──────── Dataset excerpts

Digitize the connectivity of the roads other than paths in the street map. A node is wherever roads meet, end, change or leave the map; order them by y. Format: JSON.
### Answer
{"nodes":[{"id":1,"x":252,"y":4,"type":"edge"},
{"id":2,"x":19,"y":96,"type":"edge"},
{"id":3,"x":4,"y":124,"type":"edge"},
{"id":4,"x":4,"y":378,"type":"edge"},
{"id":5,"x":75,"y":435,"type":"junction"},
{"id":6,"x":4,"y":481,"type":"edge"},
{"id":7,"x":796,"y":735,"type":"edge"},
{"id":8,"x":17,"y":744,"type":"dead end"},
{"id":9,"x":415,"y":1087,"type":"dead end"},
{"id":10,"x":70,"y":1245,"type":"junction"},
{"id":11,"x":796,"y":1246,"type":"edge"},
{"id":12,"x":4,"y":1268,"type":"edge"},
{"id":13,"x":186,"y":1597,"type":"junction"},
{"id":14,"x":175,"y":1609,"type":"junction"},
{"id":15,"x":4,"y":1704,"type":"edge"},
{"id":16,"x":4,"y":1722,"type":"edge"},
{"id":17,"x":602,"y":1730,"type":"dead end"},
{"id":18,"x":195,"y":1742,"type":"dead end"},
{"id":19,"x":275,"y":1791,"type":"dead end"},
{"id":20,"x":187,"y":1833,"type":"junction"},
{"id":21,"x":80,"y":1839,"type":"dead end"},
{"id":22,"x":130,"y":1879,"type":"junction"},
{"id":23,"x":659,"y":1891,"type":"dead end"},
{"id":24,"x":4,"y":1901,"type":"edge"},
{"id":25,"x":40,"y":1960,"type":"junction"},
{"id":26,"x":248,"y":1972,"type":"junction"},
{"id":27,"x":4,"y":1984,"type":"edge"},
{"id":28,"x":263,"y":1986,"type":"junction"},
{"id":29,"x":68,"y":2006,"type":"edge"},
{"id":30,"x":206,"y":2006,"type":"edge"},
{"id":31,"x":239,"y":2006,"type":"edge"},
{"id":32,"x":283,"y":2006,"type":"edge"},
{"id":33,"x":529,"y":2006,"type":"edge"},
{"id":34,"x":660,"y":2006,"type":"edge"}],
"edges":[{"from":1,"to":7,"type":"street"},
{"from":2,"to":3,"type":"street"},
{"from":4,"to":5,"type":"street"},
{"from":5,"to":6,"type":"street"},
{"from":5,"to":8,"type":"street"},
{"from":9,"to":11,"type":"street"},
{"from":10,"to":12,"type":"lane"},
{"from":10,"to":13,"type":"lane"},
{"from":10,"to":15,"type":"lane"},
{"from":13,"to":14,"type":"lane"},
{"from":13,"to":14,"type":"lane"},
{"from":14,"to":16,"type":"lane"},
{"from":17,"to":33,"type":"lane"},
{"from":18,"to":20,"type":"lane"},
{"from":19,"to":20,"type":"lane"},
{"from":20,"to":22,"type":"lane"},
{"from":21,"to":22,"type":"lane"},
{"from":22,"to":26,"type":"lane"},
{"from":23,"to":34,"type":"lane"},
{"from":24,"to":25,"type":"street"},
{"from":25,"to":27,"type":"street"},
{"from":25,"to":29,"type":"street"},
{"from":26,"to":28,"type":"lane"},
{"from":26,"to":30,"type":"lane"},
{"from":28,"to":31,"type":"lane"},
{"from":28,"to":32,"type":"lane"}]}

────────────────

→ Exercise description: When you answer, repeat each entry exactly as it appears above.

→ Reply:
Digitize the connectivity of the roads other than paths in the street map. A node is wherever roads meet, end, change or leave the map; order them by y. Format: JSON.
### Answer
{"nodes":[{"id":1,"x":252,"y":4,"type":"edge"},
{"id":2,"x":19,"y":96,"type":"edge"},
{"id":3,"x":4,"y":124,"type":"edge"},
{"id":4,"x":4,"y":378,"type":"edge"},
{"id":5,"x":75,"y":435,"type":"junction"},
{"id":6,"x":4,"y":481,"type":"edge"},
{"id":7,"x":796,"y":735,"type":"edge"},
{"id":8,"x":17,"y":744,"type":"dead end"},
{"id":9,"x":415,"y":1087,"type":"dead end"},
{"id":10,"x":70,"y":1245,"type":"junction"},
{"id":11,"x":796,"y":1246,"type":"edge"},
{"id":12,"x":4,"y":1268,"type":"edge"},
{"id":13,"x":186,"y":1597,"type":"junction"},
{"id":14,"x":175,"y":1609,"type":"junction"},
{"id":15,"x":4,"y":1704,"type":"edge"},
{"id":16,"x":4,"y":1722,"type":"edge"},
{"id":17,"x":602,"y":1730,"type":"dead end"},
{"id":18,"x":195,"y":1742,"type":"dead end"},
{"id":19,"x":275,"y":1791,"type":"dead end"},
{"id":20,"x":187,"y":1833,"type":"junction"},
{"id":21,"x":80,"y":1839,"type":"dead end"},
{"id":22,"x":130,"y":1879,"type":"junction"},
{"id":23,"x":659,"y":1891,"type":"dead end"},
{"id":24,"x":4,"y":1901,"type":"edge"},
{"id":25,"x":40,"y":1960,"type":"junction"},
{"id":26,"x":248,"y":1972,"type":"junction"},
{"id":27,"x":4,"y":1984,"type":"edge"},
{"id":28,"x":263,"y":1986,"type":"junction"},
{"id":29,"x":68,"y":2006,"type":"edge"},
{"id":30,"x":206,"y":2006,"type":"edge"},
{"id":31,"x":239,"y":2006,"type":"edge"},
{"id":32,"x":283,"y":2006,"type":"edge"},
{"id":33,"x":529,"y":2006,"type":"edge"},
{"id":34,"x":660,"y":2006,"type":"edge"}],
"edges":[{"from":1,"to":7,"type":"street"},
{"from":2,"to":3,"type":"street"},
{"from":4,"to":5,"type":"street"},
{"from":5,"to":6,"type":"street"},
{"from":5,"to":8,"type":"street"},
{"from":9,"to":11,"type":"street"},
{"from":10,"to":12,"type":"lane"},
{"from":10,"to":13,"type":"lane"},
{"from":10,"to":15,"type":"lane"},
{"from":13,"to":14,"type":"lane"},
{"from":13,"to":14,"type":"lane"},
{"from":14,"to":16,"type":"lane"},
{"from":17,"to":33,"type":"lane"},
{"from":18,"to":20,"type":"lane"},
{"from":19,"to":20,"type":"lane"},
{"from":20,"to":22,"type":"lane"},
{"from":21,"to":22,"type":"lane"},
{"from":22,"to":26,"type":"lane"},
{"from":23,"to":34,"type":"lane"},
{"from":24,"to":25,"type":"street"},
{"from":25,"to":27,"type":"street"},
{"from":25,"to":29,"type":"street"},
{"from":26,"to":28,"type":"lane"},
{"from":26,"to":30,"type":"lane"},
{"from":28,"to":31,"type":"lane"},
{"from":28,"to":32,"type":"lane"}]}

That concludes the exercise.